Lazoschmidl presents Spring Summer 2026 as a personal confession and a challenge to form. Titled Rendezvous, the collection unpacks desire, performance, and dressing as ritual. Inspired by long-distance intimacy and the liminal space between work and fantasy, the show abandons the runway format for a slow, unfolding installation.
The show opens with a lyric: “California skies, Paris nights. Baby, we can leave tonight.” That line sets the tone, longing filtered through time zones, love across datelines, and getting dressed in the in-between. Rendezvous rethinks daily performance: the clothes we put on to function, the ones we put on to want. Banker stripes meet Manga prints, officewear dissolves into glitter, and each look plays with exposure and self-mythology. A typical work outfit appears on one model, interrupted minutes later by digitally printed mesh or a glitter-soaked motif.


Across the collection, Lazoschmidl draws from their own lives. London Nu Rave surfaces in bold colors and ironic surfaces. Frankfurt academia echoes in references to Japanese pop literature. The designers revisit past material, like fanzine images once printed in Unpublished Material, and bring them back as DIY iron-ons or recontextualized mesh designs.

The presentation takes place in a sunlit courtyard in Paris, not a traditional venue, but a site of viewing and being viewed. Ten male models shift through translucent mobile cabins.

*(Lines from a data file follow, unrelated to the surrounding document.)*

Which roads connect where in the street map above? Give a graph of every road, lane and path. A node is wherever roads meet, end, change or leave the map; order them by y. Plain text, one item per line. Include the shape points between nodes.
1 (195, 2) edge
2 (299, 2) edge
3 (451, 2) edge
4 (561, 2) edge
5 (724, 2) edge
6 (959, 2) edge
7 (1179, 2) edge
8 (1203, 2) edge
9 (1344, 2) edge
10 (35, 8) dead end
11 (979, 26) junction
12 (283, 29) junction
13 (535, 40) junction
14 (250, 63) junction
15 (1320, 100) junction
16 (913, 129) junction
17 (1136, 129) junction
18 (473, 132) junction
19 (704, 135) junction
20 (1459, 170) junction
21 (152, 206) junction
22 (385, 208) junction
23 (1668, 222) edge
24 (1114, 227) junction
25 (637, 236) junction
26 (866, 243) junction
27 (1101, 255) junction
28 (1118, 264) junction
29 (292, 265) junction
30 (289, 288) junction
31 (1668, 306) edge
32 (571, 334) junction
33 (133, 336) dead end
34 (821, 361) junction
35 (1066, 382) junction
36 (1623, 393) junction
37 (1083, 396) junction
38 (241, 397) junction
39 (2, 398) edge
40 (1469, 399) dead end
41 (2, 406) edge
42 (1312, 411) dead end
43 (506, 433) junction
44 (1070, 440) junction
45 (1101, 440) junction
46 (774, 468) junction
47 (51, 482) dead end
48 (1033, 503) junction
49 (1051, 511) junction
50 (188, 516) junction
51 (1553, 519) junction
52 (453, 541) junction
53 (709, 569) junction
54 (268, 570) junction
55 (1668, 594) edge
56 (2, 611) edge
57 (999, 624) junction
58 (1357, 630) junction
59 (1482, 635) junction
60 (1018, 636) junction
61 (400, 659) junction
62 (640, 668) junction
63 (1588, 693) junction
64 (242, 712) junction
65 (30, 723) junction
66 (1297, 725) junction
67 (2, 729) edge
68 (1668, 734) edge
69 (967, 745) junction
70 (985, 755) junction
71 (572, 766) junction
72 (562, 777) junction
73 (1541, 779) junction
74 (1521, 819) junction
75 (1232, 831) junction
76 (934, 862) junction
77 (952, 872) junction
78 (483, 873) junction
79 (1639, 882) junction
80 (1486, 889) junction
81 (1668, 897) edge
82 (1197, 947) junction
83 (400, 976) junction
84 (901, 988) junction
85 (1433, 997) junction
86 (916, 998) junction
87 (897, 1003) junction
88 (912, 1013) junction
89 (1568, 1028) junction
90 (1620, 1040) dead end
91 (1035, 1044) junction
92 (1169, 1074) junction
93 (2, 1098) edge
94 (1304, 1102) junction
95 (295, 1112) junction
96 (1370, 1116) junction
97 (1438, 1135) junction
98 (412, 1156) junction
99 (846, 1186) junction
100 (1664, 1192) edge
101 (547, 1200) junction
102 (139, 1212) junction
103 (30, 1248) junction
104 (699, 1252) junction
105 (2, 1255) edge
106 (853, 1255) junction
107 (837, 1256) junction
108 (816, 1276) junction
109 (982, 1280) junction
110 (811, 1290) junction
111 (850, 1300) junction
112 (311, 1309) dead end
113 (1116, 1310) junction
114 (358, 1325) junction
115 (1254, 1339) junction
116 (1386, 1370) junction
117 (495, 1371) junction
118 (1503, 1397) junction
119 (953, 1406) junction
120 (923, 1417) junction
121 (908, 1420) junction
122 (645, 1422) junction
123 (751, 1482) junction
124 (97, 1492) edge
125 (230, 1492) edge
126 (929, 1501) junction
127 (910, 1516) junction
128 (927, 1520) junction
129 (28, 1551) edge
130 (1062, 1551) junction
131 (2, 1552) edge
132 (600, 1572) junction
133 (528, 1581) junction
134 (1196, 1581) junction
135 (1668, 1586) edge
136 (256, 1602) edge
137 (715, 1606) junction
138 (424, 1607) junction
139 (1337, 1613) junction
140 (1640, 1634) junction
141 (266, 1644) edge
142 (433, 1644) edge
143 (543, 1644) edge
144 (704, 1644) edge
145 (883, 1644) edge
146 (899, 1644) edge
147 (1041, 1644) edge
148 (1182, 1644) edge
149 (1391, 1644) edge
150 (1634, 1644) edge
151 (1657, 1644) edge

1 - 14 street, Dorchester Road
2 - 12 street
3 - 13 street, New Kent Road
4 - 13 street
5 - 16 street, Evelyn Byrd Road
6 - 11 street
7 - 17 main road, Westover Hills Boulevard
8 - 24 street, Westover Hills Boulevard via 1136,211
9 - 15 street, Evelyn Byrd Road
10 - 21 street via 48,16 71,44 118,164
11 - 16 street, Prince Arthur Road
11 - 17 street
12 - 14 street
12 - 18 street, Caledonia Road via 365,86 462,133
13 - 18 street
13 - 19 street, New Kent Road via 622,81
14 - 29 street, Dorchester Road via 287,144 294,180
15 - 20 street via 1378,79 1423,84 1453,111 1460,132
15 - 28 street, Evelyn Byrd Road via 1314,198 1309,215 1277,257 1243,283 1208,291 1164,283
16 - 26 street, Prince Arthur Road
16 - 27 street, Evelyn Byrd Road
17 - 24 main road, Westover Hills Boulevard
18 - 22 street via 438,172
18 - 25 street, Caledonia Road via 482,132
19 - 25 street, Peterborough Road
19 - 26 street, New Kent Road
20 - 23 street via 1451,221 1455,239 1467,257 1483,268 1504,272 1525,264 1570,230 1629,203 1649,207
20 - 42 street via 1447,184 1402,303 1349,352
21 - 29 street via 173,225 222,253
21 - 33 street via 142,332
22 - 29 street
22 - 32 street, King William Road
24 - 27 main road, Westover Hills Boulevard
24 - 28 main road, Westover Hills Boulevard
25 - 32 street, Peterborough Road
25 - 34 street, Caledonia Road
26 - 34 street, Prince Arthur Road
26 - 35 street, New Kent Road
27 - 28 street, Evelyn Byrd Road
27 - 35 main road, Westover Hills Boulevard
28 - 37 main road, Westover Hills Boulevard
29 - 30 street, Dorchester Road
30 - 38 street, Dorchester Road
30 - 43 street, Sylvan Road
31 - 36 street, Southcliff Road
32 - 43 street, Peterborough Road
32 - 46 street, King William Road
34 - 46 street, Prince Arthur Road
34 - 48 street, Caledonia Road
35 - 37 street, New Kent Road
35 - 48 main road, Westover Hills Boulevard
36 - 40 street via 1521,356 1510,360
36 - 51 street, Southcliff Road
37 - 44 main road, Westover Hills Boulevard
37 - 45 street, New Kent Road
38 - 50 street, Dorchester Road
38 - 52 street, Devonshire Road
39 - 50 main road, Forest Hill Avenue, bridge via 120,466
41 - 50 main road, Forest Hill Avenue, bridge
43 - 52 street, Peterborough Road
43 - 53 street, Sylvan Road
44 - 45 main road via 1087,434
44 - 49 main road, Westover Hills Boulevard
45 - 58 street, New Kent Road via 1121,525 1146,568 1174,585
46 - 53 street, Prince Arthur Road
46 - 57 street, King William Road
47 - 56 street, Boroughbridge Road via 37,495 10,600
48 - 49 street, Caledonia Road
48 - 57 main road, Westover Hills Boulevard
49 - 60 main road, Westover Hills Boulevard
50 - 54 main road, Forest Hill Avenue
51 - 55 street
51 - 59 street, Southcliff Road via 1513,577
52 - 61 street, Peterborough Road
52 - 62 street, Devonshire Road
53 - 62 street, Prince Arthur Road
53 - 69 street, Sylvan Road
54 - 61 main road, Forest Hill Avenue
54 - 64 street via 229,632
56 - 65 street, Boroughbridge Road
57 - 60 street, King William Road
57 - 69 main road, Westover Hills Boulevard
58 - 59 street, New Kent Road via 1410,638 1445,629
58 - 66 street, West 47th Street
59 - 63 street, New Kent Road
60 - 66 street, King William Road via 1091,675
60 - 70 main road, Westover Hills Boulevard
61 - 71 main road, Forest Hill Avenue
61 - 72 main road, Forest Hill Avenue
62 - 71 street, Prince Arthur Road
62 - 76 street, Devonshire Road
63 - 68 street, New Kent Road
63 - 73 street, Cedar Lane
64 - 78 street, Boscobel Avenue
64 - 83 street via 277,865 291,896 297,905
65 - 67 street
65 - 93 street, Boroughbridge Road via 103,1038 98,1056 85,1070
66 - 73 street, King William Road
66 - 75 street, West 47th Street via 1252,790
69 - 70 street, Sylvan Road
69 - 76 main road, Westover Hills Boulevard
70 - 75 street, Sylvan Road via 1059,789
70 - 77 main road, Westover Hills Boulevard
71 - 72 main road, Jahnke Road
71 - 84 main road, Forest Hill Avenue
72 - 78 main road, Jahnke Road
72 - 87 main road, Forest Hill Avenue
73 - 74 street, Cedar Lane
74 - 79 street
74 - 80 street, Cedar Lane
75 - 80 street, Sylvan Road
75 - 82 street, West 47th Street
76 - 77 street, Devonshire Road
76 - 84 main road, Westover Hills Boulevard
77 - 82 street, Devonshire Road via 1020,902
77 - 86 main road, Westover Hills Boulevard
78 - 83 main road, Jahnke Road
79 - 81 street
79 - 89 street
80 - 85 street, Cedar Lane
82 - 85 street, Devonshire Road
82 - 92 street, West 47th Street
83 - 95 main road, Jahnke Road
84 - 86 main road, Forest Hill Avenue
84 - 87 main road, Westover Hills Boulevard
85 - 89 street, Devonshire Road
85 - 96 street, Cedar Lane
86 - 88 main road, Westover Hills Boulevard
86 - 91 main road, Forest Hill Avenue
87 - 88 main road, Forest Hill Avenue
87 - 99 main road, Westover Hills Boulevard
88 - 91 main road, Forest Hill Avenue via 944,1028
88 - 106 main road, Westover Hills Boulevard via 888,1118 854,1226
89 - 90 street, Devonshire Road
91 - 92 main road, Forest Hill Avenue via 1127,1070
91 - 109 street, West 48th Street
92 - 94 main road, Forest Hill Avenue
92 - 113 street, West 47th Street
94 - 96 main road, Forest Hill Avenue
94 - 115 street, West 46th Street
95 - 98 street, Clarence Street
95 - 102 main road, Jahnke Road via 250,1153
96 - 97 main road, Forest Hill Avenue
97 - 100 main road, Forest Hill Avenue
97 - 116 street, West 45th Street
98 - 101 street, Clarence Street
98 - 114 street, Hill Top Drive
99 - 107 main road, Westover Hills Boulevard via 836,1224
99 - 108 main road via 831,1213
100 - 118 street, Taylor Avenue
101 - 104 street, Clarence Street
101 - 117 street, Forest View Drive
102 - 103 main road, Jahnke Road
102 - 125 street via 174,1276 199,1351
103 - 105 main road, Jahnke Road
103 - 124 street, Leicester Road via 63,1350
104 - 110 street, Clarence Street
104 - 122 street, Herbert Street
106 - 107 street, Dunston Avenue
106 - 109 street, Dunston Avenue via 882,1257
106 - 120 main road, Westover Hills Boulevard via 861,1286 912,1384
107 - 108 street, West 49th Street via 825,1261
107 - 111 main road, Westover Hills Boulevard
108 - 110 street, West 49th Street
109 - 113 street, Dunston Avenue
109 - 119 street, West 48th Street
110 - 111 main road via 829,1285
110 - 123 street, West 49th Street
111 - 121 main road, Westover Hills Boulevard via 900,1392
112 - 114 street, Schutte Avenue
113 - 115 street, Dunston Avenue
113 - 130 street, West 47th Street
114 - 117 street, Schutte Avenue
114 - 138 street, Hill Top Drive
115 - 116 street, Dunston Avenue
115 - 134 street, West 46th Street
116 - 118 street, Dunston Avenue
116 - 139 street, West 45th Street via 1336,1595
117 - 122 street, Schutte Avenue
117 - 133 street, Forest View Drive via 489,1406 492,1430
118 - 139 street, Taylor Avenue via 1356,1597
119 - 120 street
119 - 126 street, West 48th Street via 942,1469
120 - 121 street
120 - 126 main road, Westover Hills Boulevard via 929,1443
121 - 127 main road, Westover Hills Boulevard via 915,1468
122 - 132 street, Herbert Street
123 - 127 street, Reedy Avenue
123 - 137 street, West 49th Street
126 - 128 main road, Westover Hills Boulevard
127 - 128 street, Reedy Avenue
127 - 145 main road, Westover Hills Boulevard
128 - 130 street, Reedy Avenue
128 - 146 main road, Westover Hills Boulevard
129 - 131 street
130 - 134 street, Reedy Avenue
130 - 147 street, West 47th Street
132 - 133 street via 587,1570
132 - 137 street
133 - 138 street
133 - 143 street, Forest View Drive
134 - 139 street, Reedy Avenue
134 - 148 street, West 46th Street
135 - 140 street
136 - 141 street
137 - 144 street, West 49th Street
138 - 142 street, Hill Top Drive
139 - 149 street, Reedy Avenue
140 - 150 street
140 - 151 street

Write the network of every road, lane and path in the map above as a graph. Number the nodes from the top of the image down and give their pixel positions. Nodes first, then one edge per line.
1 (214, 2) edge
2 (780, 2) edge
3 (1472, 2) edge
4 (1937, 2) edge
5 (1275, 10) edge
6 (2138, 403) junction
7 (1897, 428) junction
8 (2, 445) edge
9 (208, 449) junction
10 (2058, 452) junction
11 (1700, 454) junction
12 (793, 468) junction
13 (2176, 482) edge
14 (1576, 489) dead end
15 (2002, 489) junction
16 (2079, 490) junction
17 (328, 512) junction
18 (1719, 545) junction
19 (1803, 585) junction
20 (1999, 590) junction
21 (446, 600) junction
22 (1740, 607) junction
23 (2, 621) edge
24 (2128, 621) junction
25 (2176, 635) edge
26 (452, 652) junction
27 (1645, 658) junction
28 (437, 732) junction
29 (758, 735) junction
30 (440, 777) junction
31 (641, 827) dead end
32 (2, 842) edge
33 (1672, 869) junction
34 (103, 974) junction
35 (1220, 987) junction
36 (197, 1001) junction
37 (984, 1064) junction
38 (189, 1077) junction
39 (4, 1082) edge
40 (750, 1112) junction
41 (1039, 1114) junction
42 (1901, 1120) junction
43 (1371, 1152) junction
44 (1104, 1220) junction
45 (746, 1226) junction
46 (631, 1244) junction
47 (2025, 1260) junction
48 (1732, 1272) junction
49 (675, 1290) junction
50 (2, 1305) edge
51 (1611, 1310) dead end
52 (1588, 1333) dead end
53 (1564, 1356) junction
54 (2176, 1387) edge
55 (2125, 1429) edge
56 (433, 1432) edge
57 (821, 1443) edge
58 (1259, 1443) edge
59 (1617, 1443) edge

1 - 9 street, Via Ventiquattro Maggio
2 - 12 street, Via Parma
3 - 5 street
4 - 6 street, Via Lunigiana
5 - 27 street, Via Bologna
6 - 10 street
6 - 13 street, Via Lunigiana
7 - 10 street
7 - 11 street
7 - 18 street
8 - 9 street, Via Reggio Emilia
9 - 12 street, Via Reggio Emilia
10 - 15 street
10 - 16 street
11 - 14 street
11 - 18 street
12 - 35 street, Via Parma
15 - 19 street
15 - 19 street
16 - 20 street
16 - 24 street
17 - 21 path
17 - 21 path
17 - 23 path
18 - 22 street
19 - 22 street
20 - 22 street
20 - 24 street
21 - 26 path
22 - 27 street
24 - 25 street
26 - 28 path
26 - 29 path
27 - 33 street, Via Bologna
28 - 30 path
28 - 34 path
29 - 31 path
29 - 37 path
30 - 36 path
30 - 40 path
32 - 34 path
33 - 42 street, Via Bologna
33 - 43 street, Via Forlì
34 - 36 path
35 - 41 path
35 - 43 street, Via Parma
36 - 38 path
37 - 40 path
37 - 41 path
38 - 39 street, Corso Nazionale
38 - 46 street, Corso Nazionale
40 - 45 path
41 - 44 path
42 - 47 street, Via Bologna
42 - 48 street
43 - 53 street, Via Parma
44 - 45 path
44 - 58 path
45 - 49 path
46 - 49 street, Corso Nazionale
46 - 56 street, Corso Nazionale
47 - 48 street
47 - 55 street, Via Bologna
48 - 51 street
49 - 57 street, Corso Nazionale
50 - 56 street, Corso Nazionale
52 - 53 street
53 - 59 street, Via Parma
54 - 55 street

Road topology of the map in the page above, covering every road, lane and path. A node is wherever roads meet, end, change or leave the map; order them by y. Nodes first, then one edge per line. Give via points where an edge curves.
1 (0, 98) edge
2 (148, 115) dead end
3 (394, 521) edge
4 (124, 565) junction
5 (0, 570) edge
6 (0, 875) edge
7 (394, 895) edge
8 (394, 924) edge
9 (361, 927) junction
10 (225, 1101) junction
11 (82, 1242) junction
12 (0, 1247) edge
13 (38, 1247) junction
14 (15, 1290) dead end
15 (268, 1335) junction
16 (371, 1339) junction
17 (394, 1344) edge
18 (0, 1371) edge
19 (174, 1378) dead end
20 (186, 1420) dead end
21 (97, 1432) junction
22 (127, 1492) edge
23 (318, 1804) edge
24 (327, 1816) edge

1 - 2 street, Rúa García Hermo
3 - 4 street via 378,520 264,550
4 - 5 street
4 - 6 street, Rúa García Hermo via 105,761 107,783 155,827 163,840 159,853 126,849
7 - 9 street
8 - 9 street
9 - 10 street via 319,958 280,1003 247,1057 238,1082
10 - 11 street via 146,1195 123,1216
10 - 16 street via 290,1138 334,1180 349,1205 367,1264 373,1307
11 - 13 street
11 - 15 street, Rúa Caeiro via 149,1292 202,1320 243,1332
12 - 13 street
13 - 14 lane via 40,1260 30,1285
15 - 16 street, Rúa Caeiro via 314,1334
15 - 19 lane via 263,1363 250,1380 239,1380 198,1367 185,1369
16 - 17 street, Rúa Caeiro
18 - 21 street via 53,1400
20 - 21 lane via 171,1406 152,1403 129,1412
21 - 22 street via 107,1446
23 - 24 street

Over the course of two and a half hours, they undress, redress, and reinvent themselves in public. These aren’t dressing rooms, they’re performance containers. Each cabin moves, revealing just enough. The process becomes the point. The models change from one identity to the next without interruption. Nothing gets cut, nothing hides behind post-production. The GRWM (Get Ready With Me) format lives and breathes in real time, stripped of editing.

The audience becomes part of the tension, observing without the buffer of a screen. Each viewer confronts their own position: what they see, what they expect to see, and what they project. Visibility, in this context, becomes a negotiation. The models choose what to show. The audience decides how to look.
The designers speak of rituals. The kind that happen alone before a first date. A glance in the mirror, a second shirt, maybe a different one. A moment of doubt or excitement. “We wanted to take this daily moment of performance and make it visible – make it art,” they explain. That art leans into contrast. The color palette drifts between corporate and chaotic: washed-out blues, soft pinks, and sudden punches of bleached yellow. Banker greys meet hyperreal reds. The collection performs ambiguity with intent.

Lazoschmidl doesn’t reference icons lightly. Their inspiration ranges from Haruki Murakami’s dream logic to Wolfgang Tillmans’ quiet documentation of queer youth. Miley Cyrus surfaces not as an aesthetic, but as a force: unfiltered, direct, unafraid. These influences shape a collection that stays raw even in its most polished form.
The motto, they say, is simple: Taste the forbidden fruit. That temptation powers the whole production. Each look dares the audience to feel something outside comfort. Spring Summer 2026 offers access. A look, a change, a reflection. One minute banker, the next, dreamer. Lazoschmidl keeps that door open.